## WHAT THIS TASK INVOLVES
In the entries that follow, find the line containing "pinky mcp: (140, 210)" and the line containing "thumb ip: (126, 224)", then retype exactly the lines from the first through the second, pictures excluded.
-- Opening Marker --
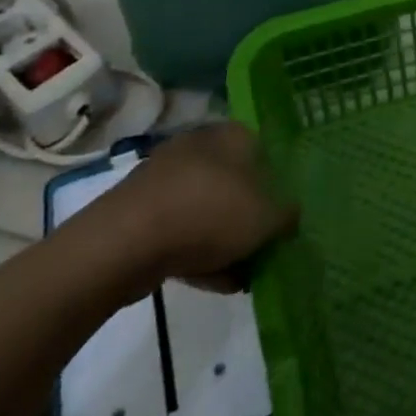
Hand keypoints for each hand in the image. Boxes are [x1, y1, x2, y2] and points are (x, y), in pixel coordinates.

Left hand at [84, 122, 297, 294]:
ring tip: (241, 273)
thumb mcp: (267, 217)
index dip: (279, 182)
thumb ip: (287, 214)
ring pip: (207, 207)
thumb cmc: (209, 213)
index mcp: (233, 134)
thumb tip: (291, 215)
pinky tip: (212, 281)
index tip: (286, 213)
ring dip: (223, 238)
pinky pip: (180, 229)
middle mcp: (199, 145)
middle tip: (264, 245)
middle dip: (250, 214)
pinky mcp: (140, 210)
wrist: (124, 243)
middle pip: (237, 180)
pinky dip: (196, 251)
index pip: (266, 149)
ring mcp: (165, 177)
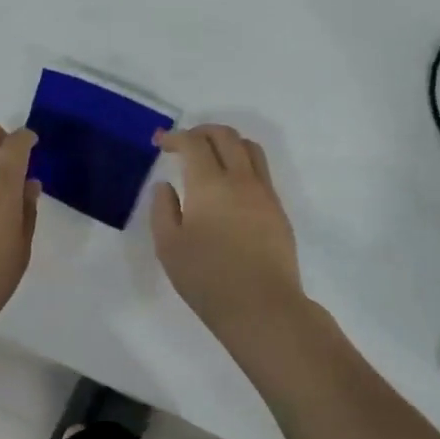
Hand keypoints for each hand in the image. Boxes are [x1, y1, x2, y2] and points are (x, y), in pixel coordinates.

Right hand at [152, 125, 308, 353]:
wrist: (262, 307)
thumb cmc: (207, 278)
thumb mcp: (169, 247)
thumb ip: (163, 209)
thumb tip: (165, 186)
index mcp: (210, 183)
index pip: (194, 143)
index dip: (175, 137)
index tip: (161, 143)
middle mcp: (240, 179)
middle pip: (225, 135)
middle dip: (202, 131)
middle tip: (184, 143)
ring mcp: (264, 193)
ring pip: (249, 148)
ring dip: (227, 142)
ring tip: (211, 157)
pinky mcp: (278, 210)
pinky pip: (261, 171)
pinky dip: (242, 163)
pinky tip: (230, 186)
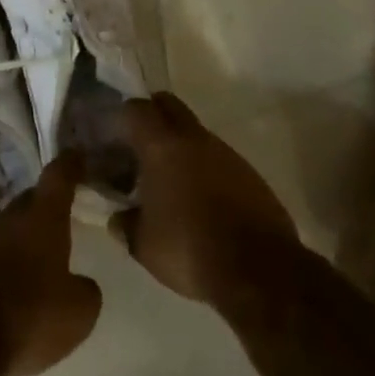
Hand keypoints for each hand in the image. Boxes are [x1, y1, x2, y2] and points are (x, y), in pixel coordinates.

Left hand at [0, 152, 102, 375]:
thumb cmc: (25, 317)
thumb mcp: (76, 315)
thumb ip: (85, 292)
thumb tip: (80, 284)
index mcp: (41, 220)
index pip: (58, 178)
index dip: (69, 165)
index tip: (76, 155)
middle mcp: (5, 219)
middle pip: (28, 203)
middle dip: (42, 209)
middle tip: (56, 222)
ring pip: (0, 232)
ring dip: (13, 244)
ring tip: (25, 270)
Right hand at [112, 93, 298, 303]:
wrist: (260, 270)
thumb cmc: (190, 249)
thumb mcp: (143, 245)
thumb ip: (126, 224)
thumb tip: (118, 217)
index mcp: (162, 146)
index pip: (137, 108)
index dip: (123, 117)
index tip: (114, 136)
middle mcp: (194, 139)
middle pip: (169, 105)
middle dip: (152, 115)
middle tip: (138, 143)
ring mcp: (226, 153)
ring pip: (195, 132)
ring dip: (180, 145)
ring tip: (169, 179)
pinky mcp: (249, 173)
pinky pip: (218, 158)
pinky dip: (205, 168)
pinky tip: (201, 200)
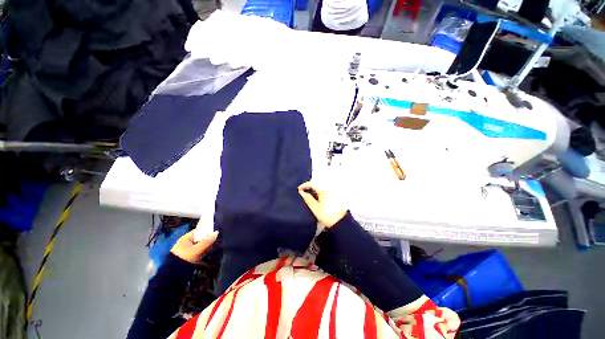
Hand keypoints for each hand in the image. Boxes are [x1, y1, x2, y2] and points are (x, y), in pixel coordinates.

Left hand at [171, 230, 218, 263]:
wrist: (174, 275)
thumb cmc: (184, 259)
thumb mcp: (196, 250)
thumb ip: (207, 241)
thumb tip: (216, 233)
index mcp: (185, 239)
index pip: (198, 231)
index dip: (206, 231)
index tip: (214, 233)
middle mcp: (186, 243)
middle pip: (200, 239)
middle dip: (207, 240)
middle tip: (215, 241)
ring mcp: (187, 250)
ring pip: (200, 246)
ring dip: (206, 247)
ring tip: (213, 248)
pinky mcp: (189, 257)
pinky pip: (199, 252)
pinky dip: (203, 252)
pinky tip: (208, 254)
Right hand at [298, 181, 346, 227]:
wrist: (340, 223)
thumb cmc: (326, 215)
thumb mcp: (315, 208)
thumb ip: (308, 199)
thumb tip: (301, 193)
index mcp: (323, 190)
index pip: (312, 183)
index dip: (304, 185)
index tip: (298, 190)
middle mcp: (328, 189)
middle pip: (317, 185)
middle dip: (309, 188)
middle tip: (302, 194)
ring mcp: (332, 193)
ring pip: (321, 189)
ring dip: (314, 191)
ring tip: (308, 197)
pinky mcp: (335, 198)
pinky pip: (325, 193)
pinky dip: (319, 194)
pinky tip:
-- Closing Marker --
## OUTPUT OF THE TASK
pinky mcp: (140, 210)
wrist: (124, 243)
middle pip: (237, 180)
pinky dip: (196, 251)
index pip: (266, 149)
ring mcp: (165, 177)
Hand keypoints for each hand in the image. Boxes are [x1, y1, x2, y2] and points are (x, y), in pixel coordinates.

Right hand at [152, 125, 308, 353]:
wrist: (262, 307)
thumb cmc: (207, 278)
thumb mcp: (169, 247)
thumb ip: (163, 209)
thumb tip: (165, 186)
index mcp: (210, 183)
index pip: (194, 143)
index dip: (175, 137)
index tip: (161, 143)
middle mcp: (240, 179)
middle pip: (225, 135)
middle dip: (202, 131)
middle tip: (184, 143)
ring mcp: (264, 193)
ring pip: (249, 148)
ring dip: (227, 142)
ring tip: (211, 157)
pinky mcp: (278, 210)
pinky pip: (261, 171)
pinky dip: (242, 163)
pinky tip: (230, 186)
Hand keypoints for each hand in the image. Boxes are [x1, y1, x2, y2] and points are (x, y), in pixel coordinates.

Left hand at [0, 152, 102, 375]:
thumb cmc: (25, 317)
thumb mcp: (76, 315)
thumb ip: (85, 292)
thumb tip: (80, 284)
index mcp: (41, 220)
index pip: (58, 178)
index dip: (69, 165)
index tip: (76, 155)
middle mcp: (5, 219)
middle pip: (28, 203)
middle dip: (42, 209)
middle tip: (56, 222)
ring pip: (0, 232)
ring dip: (13, 244)
ring tip: (25, 270)
Right hand at [112, 93, 298, 303]:
wrist: (260, 270)
thumb cmc: (190, 249)
thumb mcp: (143, 245)
thumb ip: (126, 224)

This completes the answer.